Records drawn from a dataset

-------

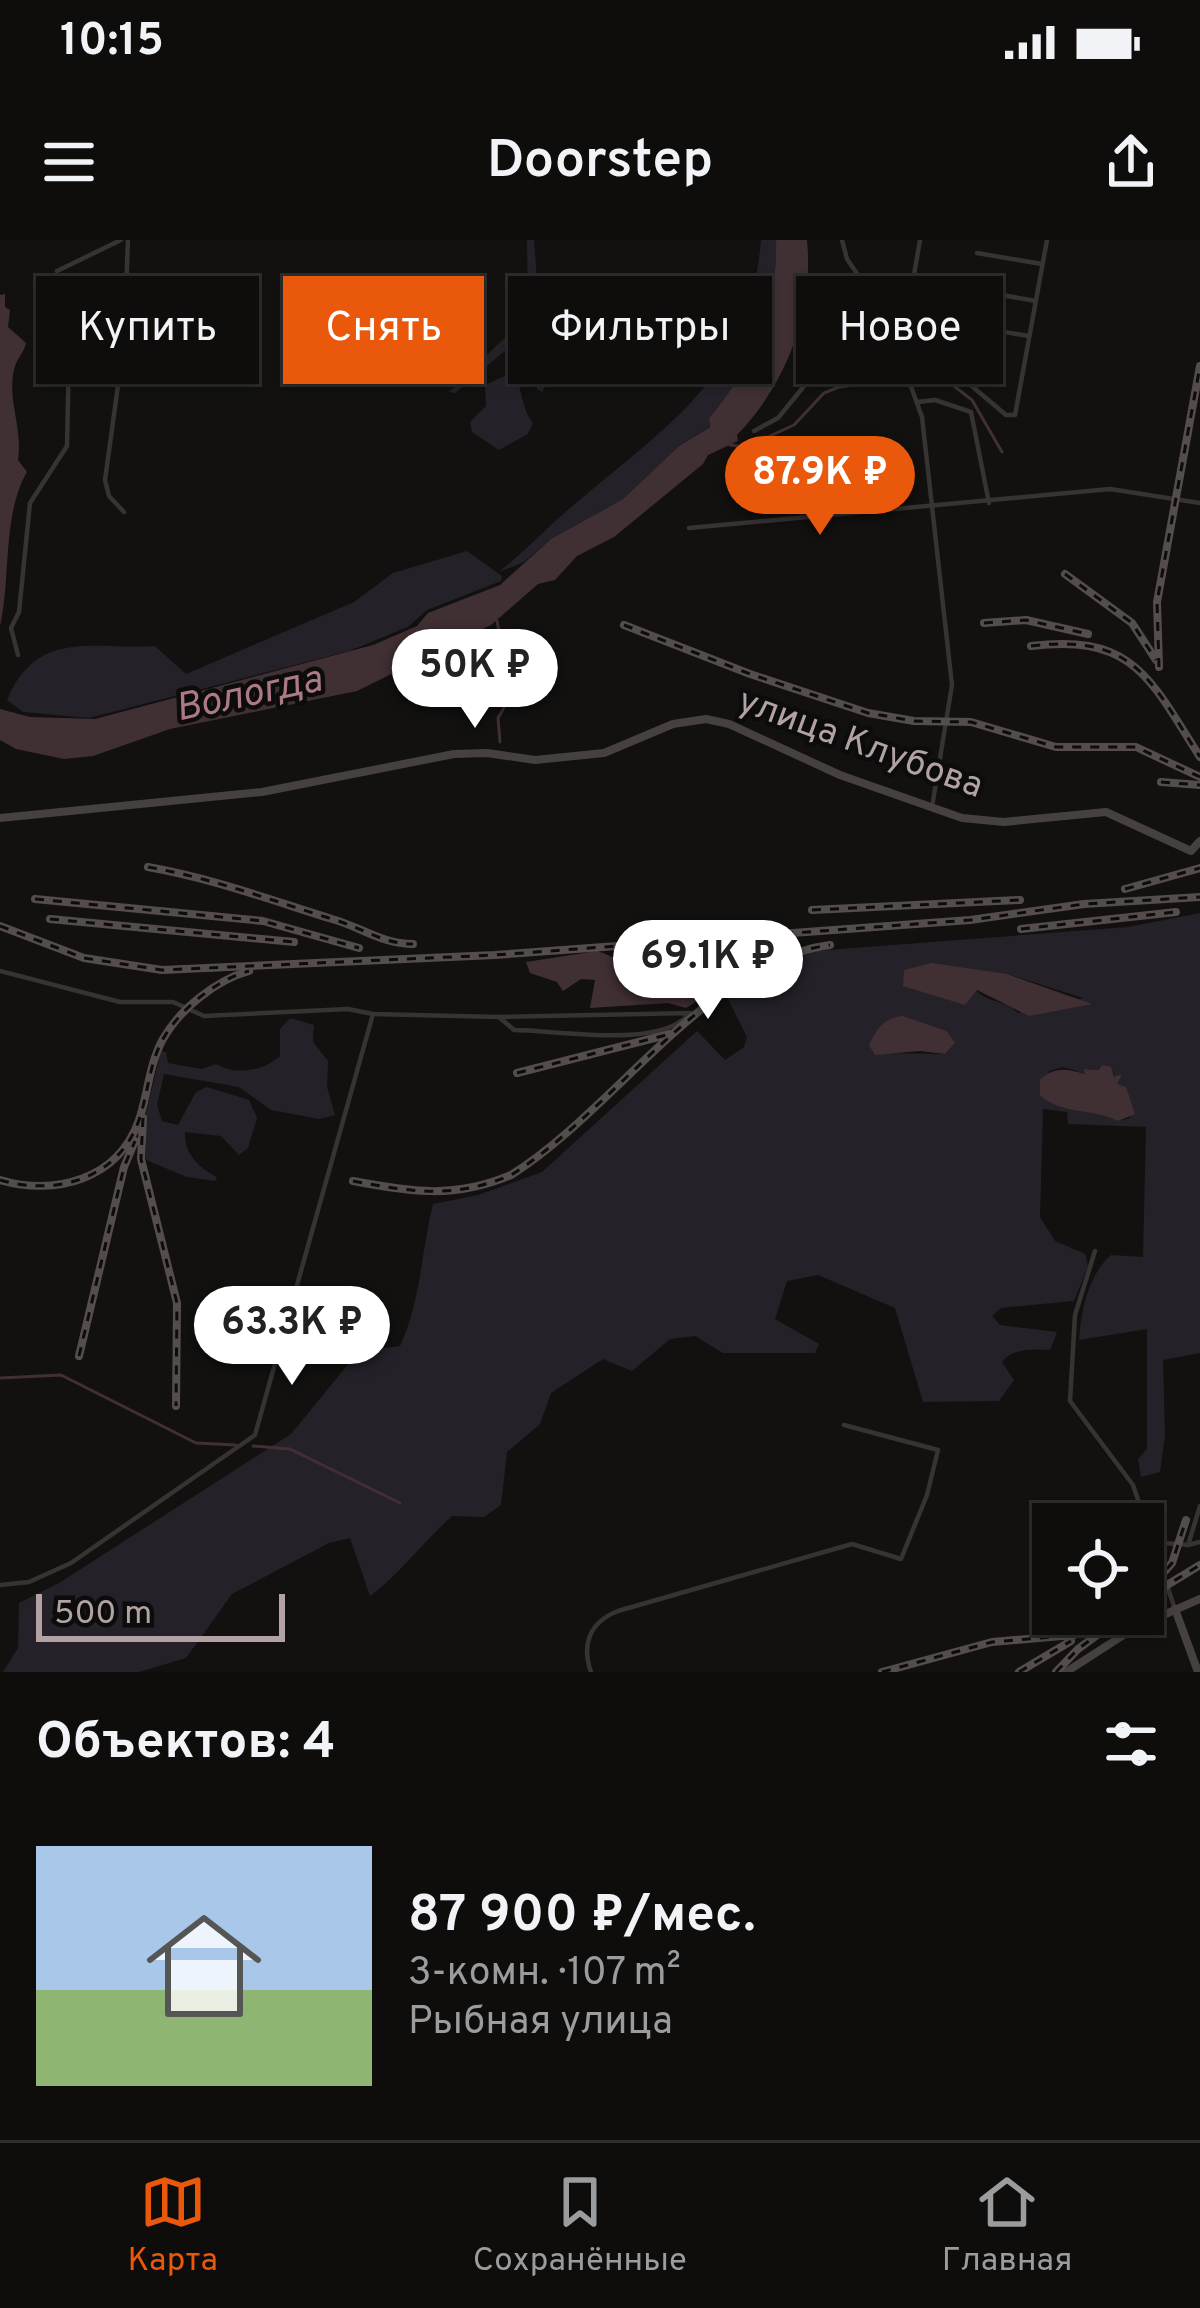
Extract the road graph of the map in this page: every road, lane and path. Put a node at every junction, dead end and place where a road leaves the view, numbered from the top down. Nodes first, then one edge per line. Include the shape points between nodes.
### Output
1 (125, 240) edge
2 (842, 240) edge
3 (920, 240) edge
4 (1047, 240) edge
5 (977, 253) dead end
6 (1042, 264) junction
7 (57, 271) dead end
8 (123, 276) edge
9 (860, 276) edge
10 (912, 276) edge
11 (1003, 295) edge
12 (1036, 301) junction
13 (1003, 332) edge
14 (1030, 337) junction
15 (68, 384) edge
16 (118, 384) edge
17 (806, 384) edge
18 (911, 384) edge
19 (970, 384) edge
20 (918, 402) junction
21 (754, 431) dead end
22 (804, 481) dead end
23 (989, 503) junction
24 (1200, 503) edge
25 (932, 508) junction
26 (124, 512) dead end
27 (814, 518) junction
28 (689, 528) dead end
29 (19, 655) dead end
30 (932, 807) junction
31 (0, 818) edge
32 (1200, 842) edge
33 (1196, 853) edge
34 (0, 971) edge
35 (373, 1014) junction
36 (499, 1017) junction
37 (1095, 1251) dead end
38 (844, 1425) dead end
39 (1139, 1503) edge
40 (1199, 1504) edge
41 (1200, 1542) edge
42 (1164, 1543) edge
43 (1188, 1545) junction
44 (1164, 1576) edge
45 (0, 1585) edge
46 (1200, 1599) edge
47 (1175, 1609) junction
48 (591, 1672) edge
49 (1066, 1672) edge
50 (1198, 1672) edge

1 - 7 street
1 - 8 street
2 - 9 street
3 - 10 street
4 - 6 street
5 - 6 street
6 - 12 street
11 - 12 street
12 - 14 street
13 - 14 street
14 - 19 street via 1016,415
15 - 29 street via 67,446 30,502 11,628
16 - 26 street via 105,480
17 - 21 street
18 - 20 street
20 - 23 street via 971,412
20 - 25 street
22 - 27 street
23 - 24 street via 1121,489
23 - 25 street
25 - 27 street
25 - 30 street via 952,685
27 - 28 street
30 - 31 main road, улица Клубова via 701,719 604,753 535,760 454,754 262,792
30 - 33 main road, улица Клубова via 989,822 1106,812
32 - 33 main road
34 - 35 street via 120,1002 172,1002 204,1016
35 - 36 street
35 - 45 street via 255,1435 71,1563
36 - 36 street via 514,1030 646,1034 690,1013
37 - 39 street via 1075,1315 1070,1401
38 - 48 street via 939,1452 901,1559 852,1544 618,1611 587,1642
40 - 43 street
41 - 43 street
42 - 43 street
44 - 47 street
46 - 47 main road
47 - 49 main road
47 - 50 main road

-------

Search the entries above for the string "road", and report each line where it occurs.

Extract the road graph of the map in this page: every road, lane and path. Put a node at every junction, dead end and place where a road leaves the view, numbered from the top down. Nodes first, then one edge per line. Include the shape points between nodes.
30 - 31 main road, улица Клубова via 701,719 604,753 535,760 454,754 262,792
30 - 33 main road, улица Клубова via 989,822 1106,812
32 - 33 main road
46 - 47 main road
47 - 49 main road
47 - 50 main road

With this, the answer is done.